10.1. Eiseres heeft vanaf 24 december 2019 een verblijfsvergunning voor verblijf bij haar toenmalige partner gehad. Referente heeft vanaf toen samen met eiseres in Nederland verbleven. Vervolgens heeft referente sinds 17 oktober 2023 een zelfstandig verblijfsrecht in Nederland gekregen.
10.2. De afwijzing van de aanvraag van eiseres heeft tot gevolg dat referente eiseres naar Suriname zal moeten volgen of de keuze zal moeten maken zonder eiseres in Nederland te blijven. De rechtbank is van oordeel dat daarmee het aan referente toegekende zelfstandige verblijfsrecht wordt aangetast en illusoir wordt gemaakt. Ondanks dat eiseres gelet op haar leeftijd niet voor alles afhankelijk is van de zorg van eiseres, zal zij toch in bepaalde aspecten nog afhankelijk zijn van eiseres, juist nu sprake is van een hechte band tussen beiden, ook omdat de vader van referente is overleden en eiseres altijd de zorg voor referente heeft gehad.
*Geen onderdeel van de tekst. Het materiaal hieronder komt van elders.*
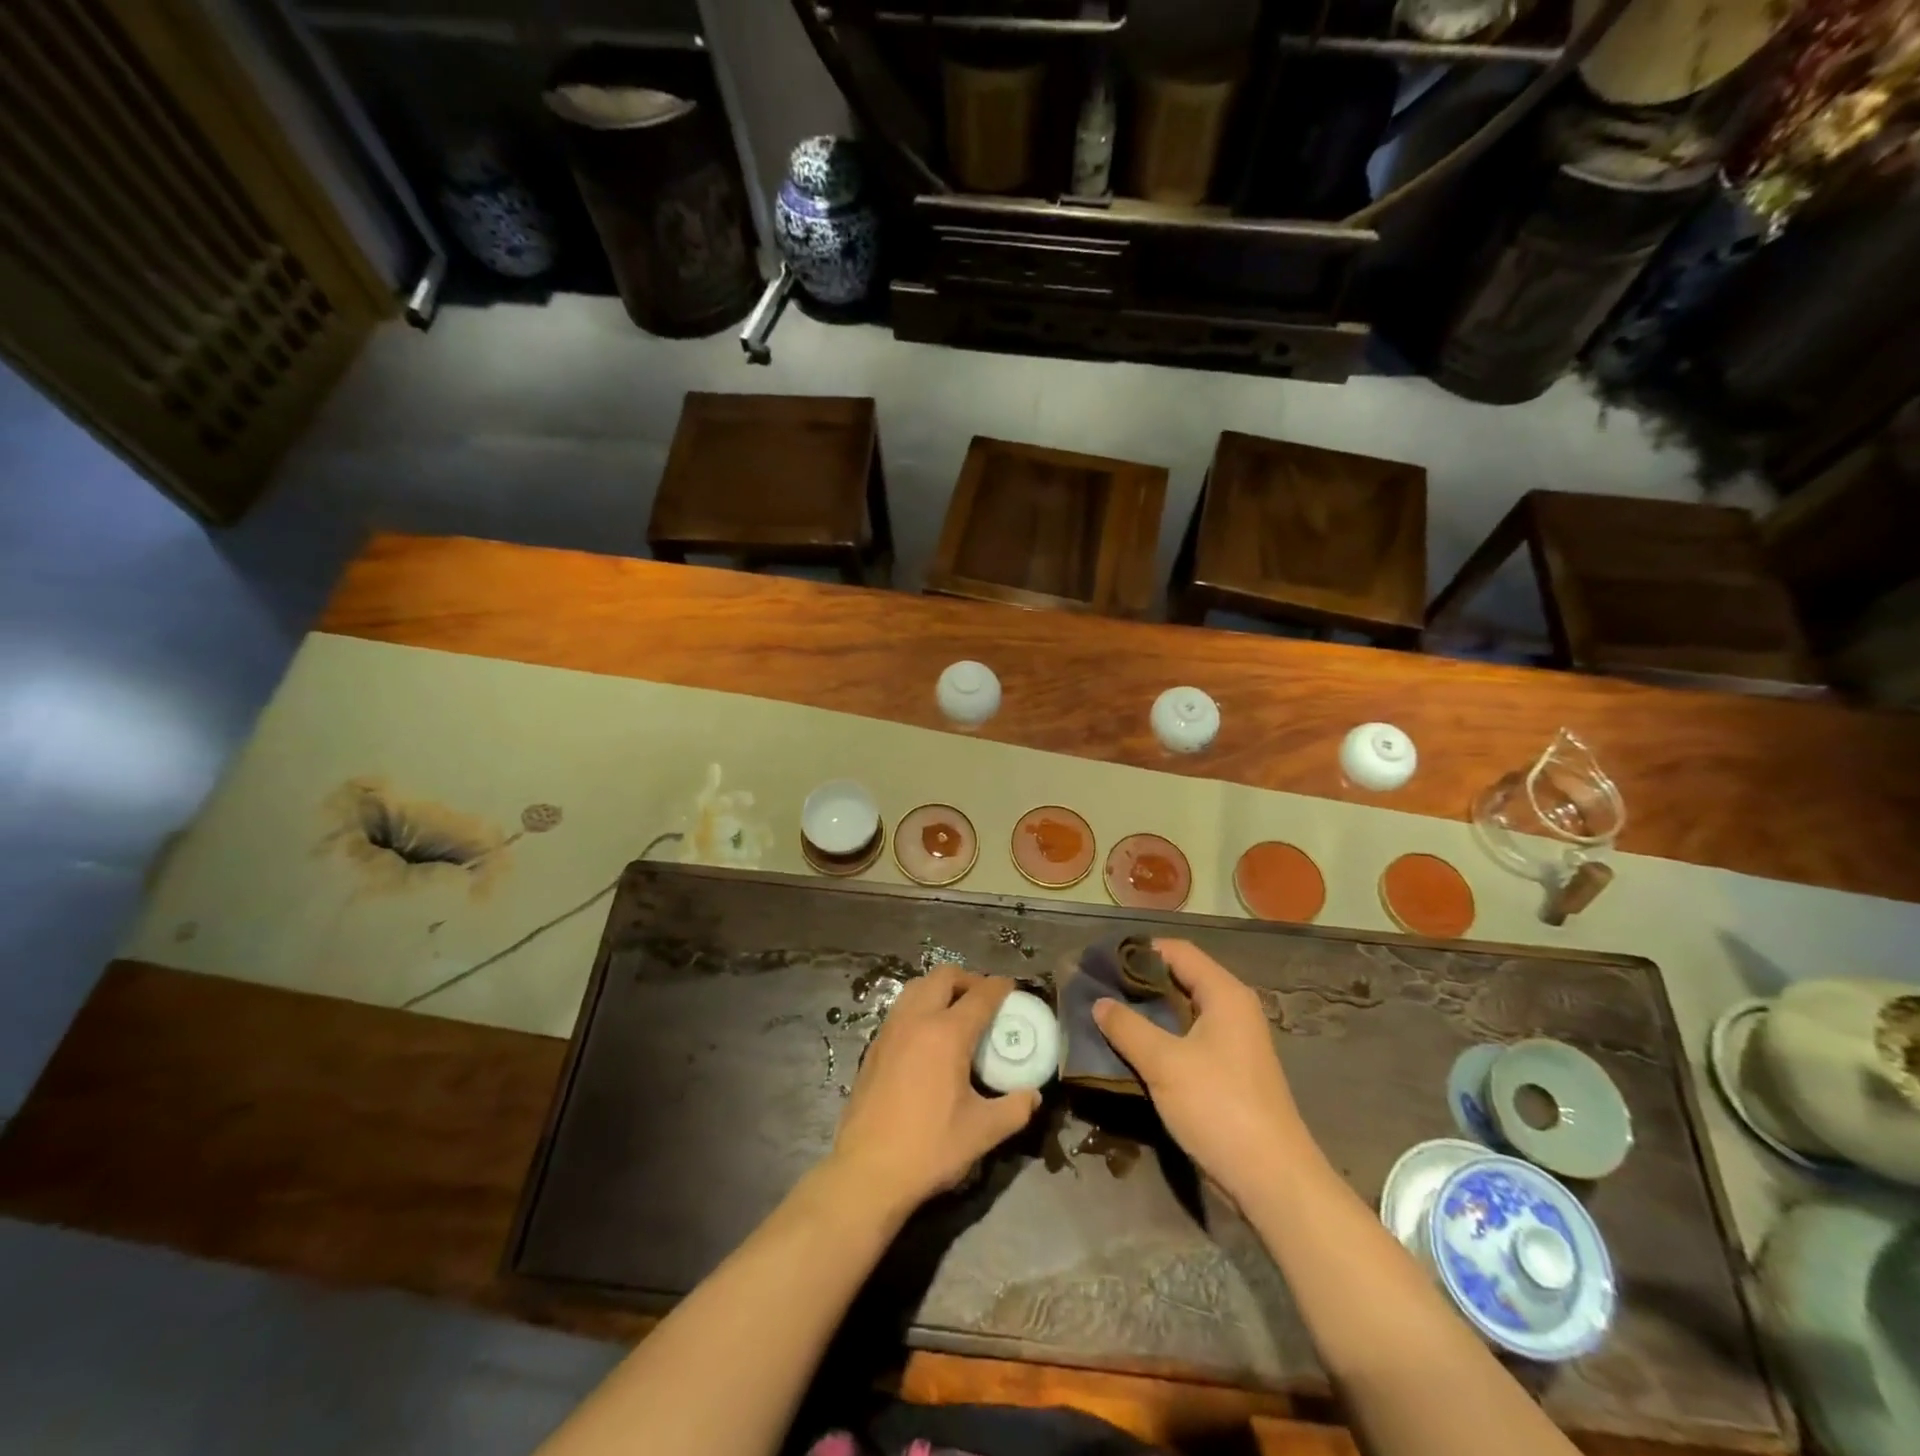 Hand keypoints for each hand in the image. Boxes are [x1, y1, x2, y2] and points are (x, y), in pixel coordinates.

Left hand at [828, 967, 1040, 1219]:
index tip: (1012, 986)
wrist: (868, 1171)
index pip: (980, 995)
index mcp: (947, 1034)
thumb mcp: (983, 1132)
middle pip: (944, 977)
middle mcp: (916, 1020)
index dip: (999, 987)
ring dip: (940, 988)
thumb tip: (1033, 1095)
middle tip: (984, 998)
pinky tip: (928, 1035)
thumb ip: (1015, 1109)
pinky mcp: (874, 1046)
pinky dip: (920, 1006)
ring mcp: (890, 1030)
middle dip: (968, 979)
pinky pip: (901, 1008)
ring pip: (917, 987)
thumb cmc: (929, 1148)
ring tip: (956, 1010)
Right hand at [1093, 939, 1310, 1207]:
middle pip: (1180, 979)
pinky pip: (1187, 1039)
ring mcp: (1231, 1043)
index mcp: (1225, 995)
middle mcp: (1232, 1010)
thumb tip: (1099, 1002)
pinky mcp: (1227, 1072)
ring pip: (1181, 1012)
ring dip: (1147, 1012)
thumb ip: (1127, 1027)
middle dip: (1139, 981)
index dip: (1140, 950)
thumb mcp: (1164, 1063)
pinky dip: (1160, 1037)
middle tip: (1097, 987)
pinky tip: (1130, 1048)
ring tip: (1106, 1015)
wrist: (1271, 1180)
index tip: (1102, 959)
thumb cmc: (1219, 1107)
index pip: (1178, 951)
10.3. En hoewel het verweerder vrijstaat te beslissen dat referente een zelfstandig verblijfsrecht krijgt en op een later moment een beslissing neemt die haar in feite de mogelijkheid ontneemt nog langer van dat verblijfrecht te kunnen genieten, had verweerder, naar het oordeel van de rechtbank, diepgaander dan hij in dit geval heeft gedaan, de belangen van het kind dienen te onderzoeken en aan die belangen ook kenbaar een zwaarder gewicht toe moeten kennen dan nu uit de motivering van het bestreden besluit naar voren komt. Temeer nu referente in eerste instantie in Nederland verblijf heeft gekregen middels een van eiseres afhankelijk verblijfsrecht en er in het Vreemdelingbesluit bewust voor is gekozen om ook deze minderjarige vreemdelingen voor voortgezet verblijf in aanmerking te laten komen.
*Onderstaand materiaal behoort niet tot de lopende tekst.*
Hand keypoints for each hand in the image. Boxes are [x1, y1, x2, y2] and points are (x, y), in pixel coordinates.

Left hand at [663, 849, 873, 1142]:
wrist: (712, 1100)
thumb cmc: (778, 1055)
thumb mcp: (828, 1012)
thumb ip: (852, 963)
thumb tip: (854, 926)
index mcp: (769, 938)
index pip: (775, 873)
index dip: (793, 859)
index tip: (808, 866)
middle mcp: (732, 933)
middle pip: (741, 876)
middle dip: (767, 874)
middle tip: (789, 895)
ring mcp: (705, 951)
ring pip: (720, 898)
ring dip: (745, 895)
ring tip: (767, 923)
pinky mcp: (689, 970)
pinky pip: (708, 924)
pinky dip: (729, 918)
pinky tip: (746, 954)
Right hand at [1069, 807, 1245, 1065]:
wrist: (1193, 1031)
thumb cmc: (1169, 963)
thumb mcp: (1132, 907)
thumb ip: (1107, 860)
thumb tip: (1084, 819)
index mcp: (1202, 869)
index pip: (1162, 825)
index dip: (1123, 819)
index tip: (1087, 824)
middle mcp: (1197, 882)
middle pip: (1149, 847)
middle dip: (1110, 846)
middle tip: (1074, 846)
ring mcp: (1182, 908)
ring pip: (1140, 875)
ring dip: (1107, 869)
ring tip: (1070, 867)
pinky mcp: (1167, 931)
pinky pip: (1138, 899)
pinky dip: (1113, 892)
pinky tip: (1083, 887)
10.4. Door verweerder is bij de voorbereiding van het bestreden besluit niet volledig genoeg in kaart gebracht welke individueel belang referente heeft bij voortgezet verblijf in Nederland. Eiseres en referente zijn hier niet over gehoord op een hoorzitting in bezwaar
Conclusie en gevolgen
-
Het beroep is gegrond. Dat betekent dat het besluit wordt vernietigd. Verweerder moet een nieuw besluit nemen op het bezwaar van eiseres met inachtneming van deze uitspraak.
-
Het verzoek om een voorlopige voorziening met zaaknummer NL25.2630 wordt gelijkgesteld met een verzoek gedaan hangende het beroep bij de rechtbank.
[11] Dit verzoek wordt buiten zitting afgedaan en niet-ontvankelijk verklaard, nu er uitspraak is gedaan in het beroep en er niet langer sprake is van connexiteit[12] . -
Het verzoek om een voorlopige voorziening met zaaknummer NL25.15112 wordt buiten zitting afgedaan en niet-ontvankelijk verklaard, omdat eiseres geen belang heeft bij de gevraagde voorziening. Eiseres heeft namelijk al in bezwaar de voorzieningenrechter verzocht om een voorlopige voorziening te treffen. Nadat op het bezwaar is beslist werd dat verzoek gelijkgesteld met een verzoek hangende beroep. Daarom was het niet nodig om in beroep opnieuw de voorzieningenrechter te verzoeken om een voorlopige voorziening te treffen.
-
Omdat het beroep gegrond is, veroordeelt de rechtbank verweerder in de door eiseres gemaakte proceskosten. Deze kosten stelt de rechtbank op grond van het Besluit proceskosten bestuursrecht vast op € 2.721,-.
[13]
De rechtbank:
-
verklaart het beroep gegrond;
-
vernietigt het bestreden besluit;
-
draagt verweerder op om een nieuw besluit op bezwaar te nemen met inachtneming van deze uitspraak;
-
veroordeelt verweerder in de proceskosten van eiseres tot een bedrag van € 2.721,-.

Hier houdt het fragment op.